-- Listed records --
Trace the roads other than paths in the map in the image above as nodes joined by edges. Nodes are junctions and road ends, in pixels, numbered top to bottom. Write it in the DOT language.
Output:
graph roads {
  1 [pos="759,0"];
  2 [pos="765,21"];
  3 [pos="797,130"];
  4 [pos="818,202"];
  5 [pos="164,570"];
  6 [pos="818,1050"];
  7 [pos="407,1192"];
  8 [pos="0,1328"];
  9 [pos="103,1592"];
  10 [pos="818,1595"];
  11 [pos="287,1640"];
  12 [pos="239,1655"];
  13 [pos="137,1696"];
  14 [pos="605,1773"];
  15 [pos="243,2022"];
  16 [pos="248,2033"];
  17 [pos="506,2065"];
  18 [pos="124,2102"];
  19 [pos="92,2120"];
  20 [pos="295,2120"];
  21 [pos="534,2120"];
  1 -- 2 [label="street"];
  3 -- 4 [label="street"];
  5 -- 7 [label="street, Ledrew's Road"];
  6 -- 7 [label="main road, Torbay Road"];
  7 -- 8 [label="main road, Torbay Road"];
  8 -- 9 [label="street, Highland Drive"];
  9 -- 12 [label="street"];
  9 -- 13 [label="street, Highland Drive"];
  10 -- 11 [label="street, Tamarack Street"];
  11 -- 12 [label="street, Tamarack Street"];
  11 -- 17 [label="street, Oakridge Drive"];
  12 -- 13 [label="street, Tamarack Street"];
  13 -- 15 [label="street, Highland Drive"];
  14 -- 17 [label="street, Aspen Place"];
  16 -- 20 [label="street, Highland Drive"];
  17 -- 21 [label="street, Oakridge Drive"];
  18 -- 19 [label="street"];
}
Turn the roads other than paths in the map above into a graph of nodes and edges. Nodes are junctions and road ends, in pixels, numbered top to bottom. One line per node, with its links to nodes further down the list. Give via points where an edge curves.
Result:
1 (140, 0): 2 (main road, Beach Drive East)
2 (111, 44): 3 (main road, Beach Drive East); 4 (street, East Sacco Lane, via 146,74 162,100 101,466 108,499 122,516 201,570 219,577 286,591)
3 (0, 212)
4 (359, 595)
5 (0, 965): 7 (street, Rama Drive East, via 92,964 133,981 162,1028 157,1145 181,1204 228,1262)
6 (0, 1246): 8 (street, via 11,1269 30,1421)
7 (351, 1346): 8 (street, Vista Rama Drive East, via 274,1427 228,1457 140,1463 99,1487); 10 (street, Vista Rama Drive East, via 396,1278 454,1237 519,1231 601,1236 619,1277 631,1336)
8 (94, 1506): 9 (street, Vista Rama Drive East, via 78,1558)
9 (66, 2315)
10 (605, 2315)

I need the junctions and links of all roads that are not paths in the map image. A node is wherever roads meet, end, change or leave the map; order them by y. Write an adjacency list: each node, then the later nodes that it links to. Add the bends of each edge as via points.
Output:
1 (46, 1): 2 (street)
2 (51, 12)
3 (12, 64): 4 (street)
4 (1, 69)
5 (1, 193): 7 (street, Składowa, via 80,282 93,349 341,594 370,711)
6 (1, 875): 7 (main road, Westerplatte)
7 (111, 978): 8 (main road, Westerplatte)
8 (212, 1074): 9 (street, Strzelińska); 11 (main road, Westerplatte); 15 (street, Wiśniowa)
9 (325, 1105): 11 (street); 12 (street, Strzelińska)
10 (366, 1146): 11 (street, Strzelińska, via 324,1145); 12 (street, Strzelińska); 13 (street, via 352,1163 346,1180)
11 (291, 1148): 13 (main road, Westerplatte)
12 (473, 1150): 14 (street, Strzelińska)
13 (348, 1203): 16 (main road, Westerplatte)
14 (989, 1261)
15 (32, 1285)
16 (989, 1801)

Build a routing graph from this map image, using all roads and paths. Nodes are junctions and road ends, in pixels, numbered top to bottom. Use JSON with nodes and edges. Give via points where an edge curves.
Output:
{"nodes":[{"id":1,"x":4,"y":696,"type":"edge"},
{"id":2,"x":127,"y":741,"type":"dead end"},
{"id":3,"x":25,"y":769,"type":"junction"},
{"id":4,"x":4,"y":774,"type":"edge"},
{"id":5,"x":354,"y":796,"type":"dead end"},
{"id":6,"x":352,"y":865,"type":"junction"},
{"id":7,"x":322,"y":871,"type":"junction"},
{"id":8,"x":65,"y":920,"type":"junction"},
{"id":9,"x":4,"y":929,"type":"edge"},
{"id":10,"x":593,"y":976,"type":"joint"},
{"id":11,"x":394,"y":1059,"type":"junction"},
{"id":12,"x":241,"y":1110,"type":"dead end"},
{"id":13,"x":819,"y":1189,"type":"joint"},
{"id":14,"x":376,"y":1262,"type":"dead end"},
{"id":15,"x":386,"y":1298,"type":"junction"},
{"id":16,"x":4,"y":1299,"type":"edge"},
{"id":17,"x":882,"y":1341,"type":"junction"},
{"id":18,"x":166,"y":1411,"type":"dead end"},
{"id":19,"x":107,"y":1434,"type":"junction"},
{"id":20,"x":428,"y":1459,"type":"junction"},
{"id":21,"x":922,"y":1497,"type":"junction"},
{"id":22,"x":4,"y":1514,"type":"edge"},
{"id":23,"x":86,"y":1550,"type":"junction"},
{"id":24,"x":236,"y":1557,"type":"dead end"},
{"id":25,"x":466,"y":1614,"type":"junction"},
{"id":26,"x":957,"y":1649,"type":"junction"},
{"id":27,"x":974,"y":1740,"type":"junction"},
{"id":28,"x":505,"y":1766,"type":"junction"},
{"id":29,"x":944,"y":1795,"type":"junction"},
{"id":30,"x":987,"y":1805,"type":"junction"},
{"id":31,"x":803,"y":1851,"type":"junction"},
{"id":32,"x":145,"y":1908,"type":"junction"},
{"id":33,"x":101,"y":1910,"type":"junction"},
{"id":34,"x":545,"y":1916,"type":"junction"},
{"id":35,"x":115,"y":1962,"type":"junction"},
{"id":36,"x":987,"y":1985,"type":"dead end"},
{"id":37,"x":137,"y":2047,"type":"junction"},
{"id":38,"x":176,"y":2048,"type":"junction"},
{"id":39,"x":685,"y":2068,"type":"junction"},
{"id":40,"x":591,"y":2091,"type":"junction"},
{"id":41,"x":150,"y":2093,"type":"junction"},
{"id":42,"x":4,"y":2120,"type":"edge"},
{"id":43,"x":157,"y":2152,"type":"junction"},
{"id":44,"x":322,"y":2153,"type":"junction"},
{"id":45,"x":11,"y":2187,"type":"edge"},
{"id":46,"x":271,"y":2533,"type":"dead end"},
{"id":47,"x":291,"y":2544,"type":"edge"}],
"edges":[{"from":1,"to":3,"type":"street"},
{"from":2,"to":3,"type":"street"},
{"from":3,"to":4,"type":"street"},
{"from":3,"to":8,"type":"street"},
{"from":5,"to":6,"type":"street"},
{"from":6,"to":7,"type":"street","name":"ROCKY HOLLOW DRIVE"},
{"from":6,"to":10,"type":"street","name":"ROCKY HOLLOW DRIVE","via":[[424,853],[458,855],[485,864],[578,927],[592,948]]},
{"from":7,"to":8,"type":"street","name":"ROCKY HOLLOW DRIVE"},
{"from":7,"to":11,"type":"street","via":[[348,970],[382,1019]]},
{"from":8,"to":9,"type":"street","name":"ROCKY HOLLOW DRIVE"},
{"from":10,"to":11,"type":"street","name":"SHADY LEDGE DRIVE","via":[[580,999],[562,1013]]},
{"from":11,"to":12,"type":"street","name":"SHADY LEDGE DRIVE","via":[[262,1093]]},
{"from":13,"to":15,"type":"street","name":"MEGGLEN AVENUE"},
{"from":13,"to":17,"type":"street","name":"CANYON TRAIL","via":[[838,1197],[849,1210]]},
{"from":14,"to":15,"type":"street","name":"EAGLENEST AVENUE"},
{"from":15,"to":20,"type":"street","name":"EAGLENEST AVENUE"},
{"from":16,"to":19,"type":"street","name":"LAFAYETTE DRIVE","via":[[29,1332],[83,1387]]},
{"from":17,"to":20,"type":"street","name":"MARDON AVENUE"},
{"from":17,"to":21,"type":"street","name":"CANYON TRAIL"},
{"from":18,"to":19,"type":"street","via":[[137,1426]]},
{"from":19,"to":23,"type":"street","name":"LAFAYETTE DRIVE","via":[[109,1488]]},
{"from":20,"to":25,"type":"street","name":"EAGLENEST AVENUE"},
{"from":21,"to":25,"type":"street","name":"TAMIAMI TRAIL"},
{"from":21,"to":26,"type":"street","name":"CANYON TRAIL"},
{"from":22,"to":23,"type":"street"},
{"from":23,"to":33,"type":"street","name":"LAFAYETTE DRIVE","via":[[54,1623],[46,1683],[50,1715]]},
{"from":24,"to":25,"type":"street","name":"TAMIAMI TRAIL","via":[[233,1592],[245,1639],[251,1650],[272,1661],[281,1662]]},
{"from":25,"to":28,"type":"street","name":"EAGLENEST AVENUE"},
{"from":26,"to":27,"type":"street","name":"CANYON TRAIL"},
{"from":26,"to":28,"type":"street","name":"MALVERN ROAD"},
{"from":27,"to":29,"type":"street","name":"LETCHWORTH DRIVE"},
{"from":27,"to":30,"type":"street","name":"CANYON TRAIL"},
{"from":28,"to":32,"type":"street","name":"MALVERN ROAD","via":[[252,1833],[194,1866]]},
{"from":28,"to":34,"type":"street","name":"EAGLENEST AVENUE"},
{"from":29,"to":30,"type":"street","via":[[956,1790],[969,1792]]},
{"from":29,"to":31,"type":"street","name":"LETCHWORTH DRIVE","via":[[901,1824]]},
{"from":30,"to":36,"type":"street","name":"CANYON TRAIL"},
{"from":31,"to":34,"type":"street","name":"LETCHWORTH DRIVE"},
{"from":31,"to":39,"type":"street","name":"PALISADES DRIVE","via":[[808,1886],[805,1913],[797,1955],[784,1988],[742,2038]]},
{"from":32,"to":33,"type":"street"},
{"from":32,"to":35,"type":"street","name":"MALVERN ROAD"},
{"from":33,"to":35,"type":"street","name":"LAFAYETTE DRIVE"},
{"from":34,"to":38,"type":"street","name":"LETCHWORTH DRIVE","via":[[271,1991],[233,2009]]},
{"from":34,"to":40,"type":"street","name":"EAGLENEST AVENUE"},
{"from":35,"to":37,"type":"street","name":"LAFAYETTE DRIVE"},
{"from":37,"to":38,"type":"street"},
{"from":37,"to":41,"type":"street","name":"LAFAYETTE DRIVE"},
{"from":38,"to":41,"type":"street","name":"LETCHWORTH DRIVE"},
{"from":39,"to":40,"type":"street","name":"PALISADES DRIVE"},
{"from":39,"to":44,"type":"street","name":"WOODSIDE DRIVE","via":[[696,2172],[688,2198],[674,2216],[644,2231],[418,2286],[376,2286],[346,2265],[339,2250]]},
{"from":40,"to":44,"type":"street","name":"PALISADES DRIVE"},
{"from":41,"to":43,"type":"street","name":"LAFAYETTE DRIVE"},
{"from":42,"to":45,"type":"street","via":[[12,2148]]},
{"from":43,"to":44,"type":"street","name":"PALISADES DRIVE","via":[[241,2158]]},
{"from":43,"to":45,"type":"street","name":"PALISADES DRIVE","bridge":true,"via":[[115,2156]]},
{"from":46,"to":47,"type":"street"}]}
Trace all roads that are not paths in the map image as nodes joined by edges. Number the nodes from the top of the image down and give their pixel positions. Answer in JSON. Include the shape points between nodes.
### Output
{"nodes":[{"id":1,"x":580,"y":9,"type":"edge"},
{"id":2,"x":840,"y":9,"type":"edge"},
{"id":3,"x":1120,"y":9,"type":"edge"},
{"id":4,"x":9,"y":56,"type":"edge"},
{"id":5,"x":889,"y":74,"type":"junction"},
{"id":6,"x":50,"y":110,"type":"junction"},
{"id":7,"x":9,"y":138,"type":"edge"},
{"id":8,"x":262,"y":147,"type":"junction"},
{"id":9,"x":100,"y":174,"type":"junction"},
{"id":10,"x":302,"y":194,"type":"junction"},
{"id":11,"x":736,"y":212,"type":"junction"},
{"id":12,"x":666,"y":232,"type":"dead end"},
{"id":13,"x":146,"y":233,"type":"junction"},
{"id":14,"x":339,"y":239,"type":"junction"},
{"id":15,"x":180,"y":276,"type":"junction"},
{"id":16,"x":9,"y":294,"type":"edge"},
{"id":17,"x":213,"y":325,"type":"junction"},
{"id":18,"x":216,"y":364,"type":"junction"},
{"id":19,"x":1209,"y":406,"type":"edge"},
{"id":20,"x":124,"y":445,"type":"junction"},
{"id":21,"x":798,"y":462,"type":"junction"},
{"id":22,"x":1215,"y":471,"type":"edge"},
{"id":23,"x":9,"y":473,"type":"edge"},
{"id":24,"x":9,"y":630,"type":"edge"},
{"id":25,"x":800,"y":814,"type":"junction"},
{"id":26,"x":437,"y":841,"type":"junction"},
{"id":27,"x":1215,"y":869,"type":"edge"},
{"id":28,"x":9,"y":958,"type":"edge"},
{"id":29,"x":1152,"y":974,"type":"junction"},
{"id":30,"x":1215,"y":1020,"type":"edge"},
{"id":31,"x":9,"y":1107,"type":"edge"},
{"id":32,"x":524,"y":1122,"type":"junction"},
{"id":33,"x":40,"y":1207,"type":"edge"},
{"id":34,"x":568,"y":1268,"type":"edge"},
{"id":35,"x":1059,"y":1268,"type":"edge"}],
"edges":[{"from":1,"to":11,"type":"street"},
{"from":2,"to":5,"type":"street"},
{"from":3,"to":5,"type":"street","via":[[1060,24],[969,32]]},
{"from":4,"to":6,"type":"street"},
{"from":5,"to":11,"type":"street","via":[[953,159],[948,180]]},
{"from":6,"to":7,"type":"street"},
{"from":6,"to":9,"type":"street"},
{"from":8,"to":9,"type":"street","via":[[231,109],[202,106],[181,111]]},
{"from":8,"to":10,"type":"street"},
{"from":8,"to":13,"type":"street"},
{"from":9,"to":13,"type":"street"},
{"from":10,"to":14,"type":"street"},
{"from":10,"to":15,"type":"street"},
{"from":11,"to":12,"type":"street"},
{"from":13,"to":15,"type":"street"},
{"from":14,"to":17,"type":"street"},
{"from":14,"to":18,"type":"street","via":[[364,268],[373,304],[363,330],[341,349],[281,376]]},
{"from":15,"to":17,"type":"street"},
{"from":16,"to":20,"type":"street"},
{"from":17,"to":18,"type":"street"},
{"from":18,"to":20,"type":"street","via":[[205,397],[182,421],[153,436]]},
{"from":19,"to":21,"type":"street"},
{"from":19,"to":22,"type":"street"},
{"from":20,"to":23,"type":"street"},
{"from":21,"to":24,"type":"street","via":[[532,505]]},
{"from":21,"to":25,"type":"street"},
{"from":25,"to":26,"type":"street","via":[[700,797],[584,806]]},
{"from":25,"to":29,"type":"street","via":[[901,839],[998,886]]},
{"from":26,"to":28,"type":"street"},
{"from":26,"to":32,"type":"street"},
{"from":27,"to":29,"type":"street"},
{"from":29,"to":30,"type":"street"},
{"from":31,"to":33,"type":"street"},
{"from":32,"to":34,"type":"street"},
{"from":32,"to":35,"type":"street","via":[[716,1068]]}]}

-- Work instruction --
Filter the data above down to lines with the word "that", and copy them.

-- Answer to the exercise --
I need the junctions and links of all roads that are not paths in the map image. A node is wherever roads meet, end, change or leave the map; order them by y. Write an adjacency list: each node, then the later nodes that it links to. Add the bends of each edge as via points.
Trace all roads that are not paths in the map image as nodes joined by edges. Number the nodes from the top of the image down and give their pixel positions. Answer in JSON. Include the shape points between nodes.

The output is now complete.